§ **Extracted records**:
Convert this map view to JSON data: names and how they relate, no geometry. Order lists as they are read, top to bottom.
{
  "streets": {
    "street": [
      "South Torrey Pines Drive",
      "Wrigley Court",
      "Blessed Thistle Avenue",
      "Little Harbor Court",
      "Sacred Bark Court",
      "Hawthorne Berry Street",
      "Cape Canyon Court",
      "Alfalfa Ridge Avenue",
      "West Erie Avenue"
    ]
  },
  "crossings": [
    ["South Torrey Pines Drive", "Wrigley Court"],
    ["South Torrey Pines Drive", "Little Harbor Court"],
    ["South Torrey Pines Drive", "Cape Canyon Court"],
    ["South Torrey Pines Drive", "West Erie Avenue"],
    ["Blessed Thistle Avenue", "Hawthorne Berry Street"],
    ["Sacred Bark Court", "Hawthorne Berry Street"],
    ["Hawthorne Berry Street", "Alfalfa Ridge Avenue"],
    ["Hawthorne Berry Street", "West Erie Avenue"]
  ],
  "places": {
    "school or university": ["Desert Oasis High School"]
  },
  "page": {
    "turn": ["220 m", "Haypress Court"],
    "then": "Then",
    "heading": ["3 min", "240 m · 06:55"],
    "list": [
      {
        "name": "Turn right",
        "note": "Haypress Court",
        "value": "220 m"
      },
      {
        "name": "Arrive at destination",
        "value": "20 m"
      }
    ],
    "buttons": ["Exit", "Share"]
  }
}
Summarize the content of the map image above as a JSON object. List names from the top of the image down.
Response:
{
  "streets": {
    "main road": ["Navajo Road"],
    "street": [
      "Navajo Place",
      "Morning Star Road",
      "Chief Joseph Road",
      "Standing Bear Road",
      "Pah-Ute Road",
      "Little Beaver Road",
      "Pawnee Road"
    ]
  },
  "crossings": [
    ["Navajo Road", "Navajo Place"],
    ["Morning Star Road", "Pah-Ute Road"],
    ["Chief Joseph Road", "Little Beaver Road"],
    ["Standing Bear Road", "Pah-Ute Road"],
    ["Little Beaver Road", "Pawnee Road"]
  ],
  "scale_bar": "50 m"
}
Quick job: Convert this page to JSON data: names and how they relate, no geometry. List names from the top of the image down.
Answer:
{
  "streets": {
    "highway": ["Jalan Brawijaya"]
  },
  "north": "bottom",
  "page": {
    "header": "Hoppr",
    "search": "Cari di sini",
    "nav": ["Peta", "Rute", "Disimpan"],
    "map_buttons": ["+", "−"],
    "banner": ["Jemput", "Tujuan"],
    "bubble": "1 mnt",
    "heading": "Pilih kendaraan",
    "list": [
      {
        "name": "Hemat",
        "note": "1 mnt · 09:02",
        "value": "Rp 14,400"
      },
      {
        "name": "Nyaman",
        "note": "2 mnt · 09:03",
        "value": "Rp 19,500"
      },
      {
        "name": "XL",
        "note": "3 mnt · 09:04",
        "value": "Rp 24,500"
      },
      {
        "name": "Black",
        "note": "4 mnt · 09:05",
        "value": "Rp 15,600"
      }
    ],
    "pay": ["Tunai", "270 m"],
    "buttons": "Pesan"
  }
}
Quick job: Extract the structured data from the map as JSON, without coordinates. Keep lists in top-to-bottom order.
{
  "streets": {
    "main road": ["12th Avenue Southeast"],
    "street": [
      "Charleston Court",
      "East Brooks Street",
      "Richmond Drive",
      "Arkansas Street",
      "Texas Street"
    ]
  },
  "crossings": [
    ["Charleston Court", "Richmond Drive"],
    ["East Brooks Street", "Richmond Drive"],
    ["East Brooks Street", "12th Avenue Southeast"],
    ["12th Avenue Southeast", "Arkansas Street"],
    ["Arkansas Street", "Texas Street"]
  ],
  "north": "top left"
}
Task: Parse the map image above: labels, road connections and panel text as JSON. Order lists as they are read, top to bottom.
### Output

§ **Exercise details**: Repeat the records, every one of them, without any deviation.

§ **Answer to the problem**:
Convert this map view to JSON data: names and how they relate, no geometry. Order lists as they are read, top to bottom.
{
  "streets": {
    "street": [
      "South Torrey Pines Drive",
      "Wrigley Court",
      "Blessed Thistle Avenue",
      "Little Harbor Court",
      "Sacred Bark Court",
      "Hawthorne Berry Street",
      "Cape Canyon Court",
      "Alfalfa Ridge Avenue",
      "West Erie Avenue"
    ]
  },
  "crossings": [
    ["South Torrey Pines Drive", "Wrigley Court"],
    ["South Torrey Pines Drive", "Little Harbor Court"],
    ["South Torrey Pines Drive", "Cape Canyon Court"],
    ["South Torrey Pines Drive", "West Erie Avenue"],
    ["Blessed Thistle Avenue", "Hawthorne Berry Street"],
    ["Sacred Bark Court", "Hawthorne Berry Street"],
    ["Hawthorne Berry Street", "Alfalfa Ridge Avenue"],
    ["Hawthorne Berry Street", "West Erie Avenue"]
  ],
  "places": {
    "school or university": ["Desert Oasis High School"]
  },
  "page": {
    "turn": ["220 m", "Haypress Court"],
    "then": "Then",
    "heading": ["3 min", "240 m · 06:55"],
    "list": [
      {
        "name": "Turn right",
        "note": "Haypress Court",
        "value": "220 m"
      },
      {
        "name": "Arrive at destination",
        "value": "20 m"
      }
    ],
    "buttons": ["Exit", "Share"]
  }
}
Summarize the content of the map image above as a JSON object. List names from the top of the image down.
Response:
{
  "streets": {
    "main road": ["Navajo Road"],
    "street": [
      "Navajo Place",
      "Morning Star Road",
      "Chief Joseph Road",
      "Standing Bear Road",
      "Pah-Ute Road",
      "Little Beaver Road",
      "Pawnee Road"
    ]
  },
  "crossings": [
    ["Navajo Road", "Navajo Place"],
    ["Morning Star Road", "Pah-Ute Road"],
    ["Chief Joseph Road", "Little Beaver Road"],
    ["Standing Bear Road", "Pah-Ute Road"],
    ["Little Beaver Road", "Pawnee Road"]
  ],
  "scale_bar": "50 m"
}
Quick job: Convert this page to JSON data: names and how they relate, no geometry. List names from the top of the image down.
Answer:
{
  "streets": {
    "highway": ["Jalan Brawijaya"]
  },
  "north": "bottom",
  "page": {
    "header": "Hoppr",
    "search": "Cari di sini",
    "nav": ["Peta", "Rute", "Disimpan"],
    "map_buttons": ["+", "−"],
    "banner": ["Jemput", "Tujuan"],
    "bubble": "1 mnt",
    "heading": "Pilih kendaraan",
    "list": [
      {
        "name": "Hemat",
        "note": "1 mnt · 09:02",
        "value": "Rp 14,400"
      },
      {
        "name": "Nyaman",
        "note": "2 mnt · 09:03",
        "value": "Rp 19,500"
      },
      {
        "name": "XL",
        "note": "3 mnt · 09:04",
        "value": "Rp 24,500"
      },
      {
        "name": "Black",
        "note": "4 mnt · 09:05",
        "value": "Rp 15,600"
      }
    ],
    "pay": ["Tunai", "270 m"],
    "buttons": "Pesan"
  }
}
Quick job: Extract the structured data from the map as JSON, without coordinates. Keep lists in top-to-bottom order.
{
  "streets": {
    "main road": ["12th Avenue Southeast"],
    "street": [
      "Charleston Court",
      "East Brooks Street",
      "Richmond Drive",
      "Arkansas Street",
      "Texas Street"
    ]
  },
  "crossings": [
    ["Charleston Court", "Richmond Drive"],
    ["East Brooks Street", "Richmond Drive"],
    ["East Brooks Street", "12th Avenue Southeast"],
    ["12th Avenue Southeast", "Arkansas Street"],
    ["Arkansas Street", "Texas Street"]
  ],
  "north": "top left"
}
Task: Parse the map image above: labels, road connections and panel text as JSON. Order lists as they are read, top to bottom.
### Output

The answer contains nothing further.